- Logo of the website
- Author: Beka Duke
- Current status/schedule: Last updated March 2023
- Launch date: May 2015

= Fantome-Stein =

Fantome-Stein (Note: Sources variously write the title as "Fantome-Stein", FantomeStein", and "Fantomestein".) is a webcomic by Beka Duke. It is based on the premise that Frankenstein's monster did not die but went on to become The Phantom of the Opera.

== Premise and development ==
In Fantome-Stein, Frankenstein's monster did not die but went on to become The Phantom of the Opera. The story follows Frankenstein's monster and his struggle to find humanity and to win the affections of Christine Daae. The comic draws inspiration from Israeli and Middle-Eastern culture.

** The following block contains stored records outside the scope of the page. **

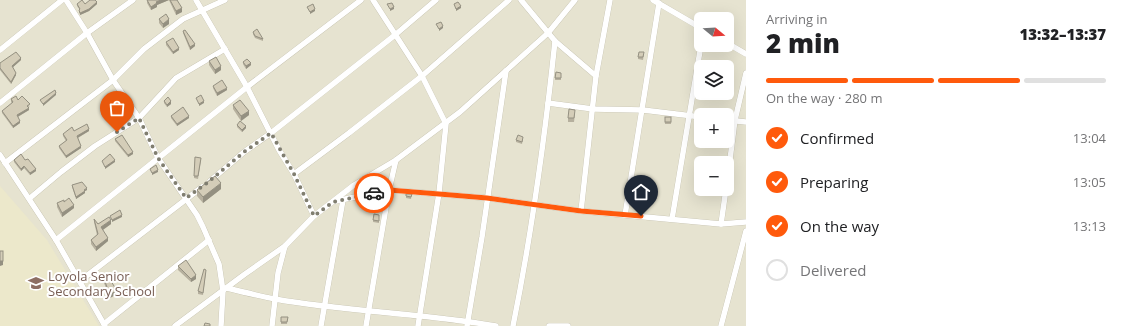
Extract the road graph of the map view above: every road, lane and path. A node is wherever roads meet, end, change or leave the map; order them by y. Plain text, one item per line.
1 (62, 0) edge
2 (66, 0) edge
3 (133, 0) edge
4 (196, 0) edge
5 (225, 0) edge
6 (361, 0) edge
7 (373, 0) edge
8 (436, 0) edge
9 (509, 0) edge
10 (521, 0) edge
11 (575, 0) edge
12 (610, 0) edge
13 (653, 0) edge
14 (659, 3) junction
15 (202, 10) junction
16 (694, 24) edge
17 (87, 33) junction
18 (548, 33) junction
19 (395, 35) junction
20 (555, 40) junction
21 (734, 47) edge
22 (225, 49) junction
23 (0, 50) edge
24 (700, 52) edge
25 (746, 54) edge
26 (506, 70) junction
27 (746, 74) edge
28 (422, 76) junction
29 (596, 76) junction
30 (113, 80) junction
31 (247, 87) junction
32 (0, 103) edge
33 (548, 103) junction
34 (593, 109) junction
35 (643, 110) junction
36 (689, 116) junction
37 (694, 116) edge
38 (139, 118) junction
39 (736, 120) junction
40 (746, 122) edge
41 (446, 124) junction
42 (271, 133) junction
43 (0, 155) edge
44 (731, 156) edge
45 (158, 158) junction
46 (396, 160) junction
47 (5, 163) junction
48 (294, 174) junction
49 (389, 190) junction
50 (439, 194) junction
51 (725, 196) edge
52 (30, 198) junction
53 (186, 198) junction
54 (487, 198) junction
55 (343, 200) junction
56 (333, 202) junction
57 (534, 205) junction
58 (581, 211) junction
59 (625, 215) junction
60 (314, 216) junction
61 (672, 219) junction
62 (746, 222) edge
63 (721, 224) junction
64 (746, 231) edge
65 (56, 240) junction
66 (209, 240) junction
67 (285, 246) junction
68 (80, 282) junction
69 (225, 290) junction
70 (274, 299) junction
71 (325, 306) junction
72 (369, 310) junction
73 (419, 317) junction
74 (185, 318) junction
75 (467, 324) edge
76 (105, 325) edge
77 (175, 326) edge
78 (182, 326) edge
79 (221, 326) edge
80 (272, 326) edge
81 (321, 326) edge
82 (366, 326) edge
83 (418, 326) edge
84 (496, 326) edge
85 (513, 326) edge
86 (549, 326) edge
87 (568, 326) edge
88 (721, 326) edge

1 - 23 street
2 - 17 street
3 - 17 street
4 - 15 street
5 - 15 street
6 - 31 street
7 - 19 street
8 - 19 street
9 - 28 street
10 - 18 street
11 - 18 street
12 - 29 street
13 - 14 street
14 - 16 street
14 - 35 street
15 - 22 street
15 - 30 street
17 - 30 street
17 - 32 street
18 - 20 street
18 - 26 street
19 - 28 street
19 - 42 street
20 - 29 street
20 - 33 street
21 - 25 street
22 - 31 street
22 - 38 street
24 - 36 street
26 - 41 street
26 - 54 street
27 - 39 street
28 - 41 street
28 - 48 street
29 - 34 street
30 - 38 street
30 - 47 street
31 - 42 street
31 - 45 street
33 - 34 street
33 - 57 street
34 - 35 street
34 - 58 street
35 - 36 street
35 - 59 street
36 - 37 street
36 - 61 street
38 - 45 street
38 - 52 street
39 - 40 street
39 - 44 street
41 - 46 street
41 - 50 street
42 - 48 street
42 - 53 street
43 - 47 street
45 - 53 street
45 - 65 street
46 - 49 street
46 - 56 street
47 - 52 street
48 - 60 street
49 - 50 street
49 - 55 street
49 - 72 street
50 - 54 street
50 - 73 street
51 - 63 street
52 - 65 street
53 - 66 street
53 - 68 street
54 - 57 street
54 - 75 street
55 - 56 street
55 - 71 street
56 - 60 street
57 - 58 street
57 - 85 street
58 - 59 street
59 - 61 street
60 - 67 street
61 - 63 street
62 - 63 street
64 - 88 street
65 - 68 street
66 - 69 street
66 - 76 street
67 - 69 street
67 - 70 street
68 - 76 street
69 - 70 street
69 - 74 street
69 - 79 street
70 - 71 street
70 - 80 street
71 - 72 street
71 - 81 street
72 - 73 street
72 - 82 street
73 - 75 street
73 - 83 street
74 - 77 street
74 - 78 street
75 - 84 street
86 - 87 street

The comic was initially published on Tumblr but now has its own website. The comic was also published on Tapas, but Duke removed it from that site after Tapas changed its terms of service. The last update to the comic was in March 2023, after a three-year hiatus.

== Reception ==
Fantom-Stein was a runner up in ComicsAlliance's "Best New Webcomic of 2015". In announcing the result, ComicsAlliance writer Charlotte Finn said that the comic "is drenched in atmosphere, with thick scratchy inks, bold lettering with perfectly chosen fonts, and desaturated colors wringing the operatic melodrama for all that it's worth."

== Author ==
Fantome-Stein is created by Beka Duke. As of 2015, Duke was attending Southern Arkansas University, studying Game and Animation Design and Communication Design. She was encouraged to create a comic book by a professor. Fantome-Stein counted towards her class credits. Duke was 23 as of January 2016, and grew up mostly in Israel.